'''
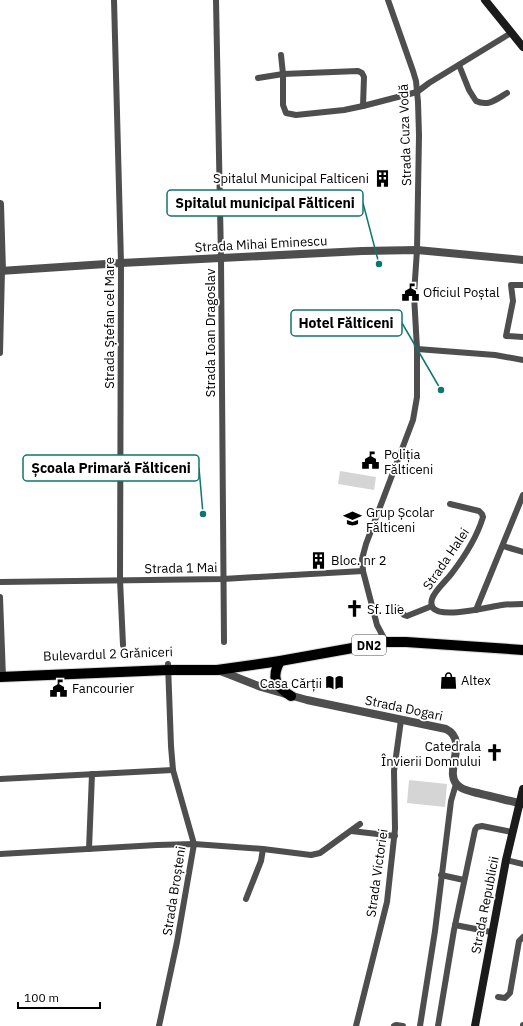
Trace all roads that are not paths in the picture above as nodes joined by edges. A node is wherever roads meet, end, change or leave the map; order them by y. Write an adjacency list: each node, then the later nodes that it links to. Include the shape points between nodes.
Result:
1 (114, 0): 18 (street, Strada Ștefan cel Mare)
2 (216, 0): 16 (street, Strada Ioan Dragoslav)
3 (388, 0): 11 (street, Strada Cuza Vodă, via 413,71)
4 (485, 0): 5 (main road)
5 (511, 33): 6 (main road); 8 (street)
6 (523, 47)
7 (281, 56): 9 (street)
8 (460, 65): 11 (street); 12 (street, via 476,101 488,104)
9 (283, 74): 10 (street); 13 (street, via 358,70 364,77); 13 (street, via 283,105 286,113 296,115)
10 (258, 78)
11 (417, 92): 13 (street); 15 (street, Strada Cuza Vodă)
12 (507, 93)
13 (363, 106)
14 (0, 204): 19 (street)
15 (417, 250): 16 (street, Strada Mihai Eminescu); 17 (street, Strada Mihai Eminescu); 22 (street, Strada Cuza Vodă, via 414,295)
16 (221, 259): 18 (street, Strada Mihai Eminescu); 30 (street, Strada Ioan Dragoslav)
17 (523, 260)
18 (121, 263): 19 (street, Strada Mihai Eminescu); 31 (street, Strada Ștefan cel Mare)
19 (1, 271): 23 (street)
20 (523, 285): 21 (street, via 511,285 513,301 506,336)
21 (523, 337)
22 (417, 349): 24 (street); 29 (street, Strada Cuza Vodă, via 417,397 413,420 366,544 362,559)
23 (0, 353)
24 (523, 360)
25 (523, 495): 27 (street)
26 (450, 504): 35 (street, Strada Halei, via 479,511 483,517 472,543 432,598)
27 (503, 546): 28 (street); 37 (street)
28 (523, 552)
29 (363, 571): 30 (street, Strada 1 Mai); 38 (street, Strada Cuza Vodă, via 377,625)
30 (223, 579): 31 (street, Strada 1 Mai); 39 (street, Strada Ioan Dragoslav)
31 (120, 580): 32 (street, Strada 1 Mai); 40 (street, Strada Ștefan cel Mare)
32 (0, 582)
33 (0, 597): 46 (street)
34 (523, 604): 37 (street, Strada Halei)
35 (432, 606): 36 (street, via 407,616); 37 (street, Strada Halei, via 444,612)
36 (398, 608)
37 (476, 610)
38 (385, 640): 41 (main road, DN2, via 406,637); 42 (main road, DN2); 43 (main road, DN2); 44 (main road, DN2)
39 (224, 642)
40 (123, 645)
41 (523, 645)
42 (523, 650)
43 (280, 661): 44 (main road, DN2); 48 (main road, via 275,679)
44 (224, 666): 45 (main road, Bulevardul 2 Grăniceri / DN2); 47 (street, Strada Dogari); 47 (street, Strada Dogari)
45 (168, 667): 46 (main road, Bulevardul 2 Grăniceri / DN2); 50 (street, Strada Broșteni)
46 (1, 674)
47 (254, 683): 48 (street, Strada Dogari)
48 (291, 696): 49 (street, Strada Dogari)
49 (401, 720): 53 (street, Strada Dogari, via 452,732 456,739 452,776); 59 (street, Strada Victoriei, via 394,771)
50 (173, 770): 51 (street); 60 (street, Strada Broșteni)
51 (92, 774): 52 (street); 61 (street)
52 (0, 779)
53 (456, 784): 55 (street, via 470,791); 66 (street, via 452,796)
54 (523, 789): 55 (main road, Strada Republicii)
55 (521, 804): 58 (main road, Strada Republicii)
56 (360, 824): 57 (street)
57 (351, 832): 59 (street); 62 (street, via 320,853 311,855)
58 (512, 832): 64 (main road, Strada Republicii); 67 (street, via 477,827)
59 (395, 836): 74 (street, Strada Victoriei, via 387,902)
60 (192, 844): 61 (street); 62 (street); 73 (street, Strada Broșteni, via 177,942)
61 (89, 849): 63 (street)
62 (263, 849): 68 (street, via 261,862)
63 (0, 854)
64 (506, 860): 65 (street); 70 (main road, Strada Republicii)
65 (523, 864)
66 (442, 875): 67 (street); 77 (street)
67 (464, 880): 69 (street)
68 (246, 899)
69 (455, 925): 70 (street); 78 (street)
70 (492, 932): 79 (main road, Strada Republicii)
71 (523, 937): 72 (street, via 518,940 510,993 505,998)
72 (498, 997)
73 (159, 1026)
74 (356, 1026)
75 (394, 1026): 76 (street)
76 (403, 1026)
77 (420, 1026)
78 (438, 1026)
79 (475, 1026)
'''
Which lines of the records above contain the word "Broșteni"? Report each one.

45 (168, 667): 46 (main road, Bulevardul 2 Grăniceri / DN2); 50 (street, Strada Broșteni)
50 (173, 770): 51 (street); 60 (street, Strada Broșteni)
60 (192, 844): 61 (street); 62 (street); 73 (street, Strada Broșteni, via 177,942)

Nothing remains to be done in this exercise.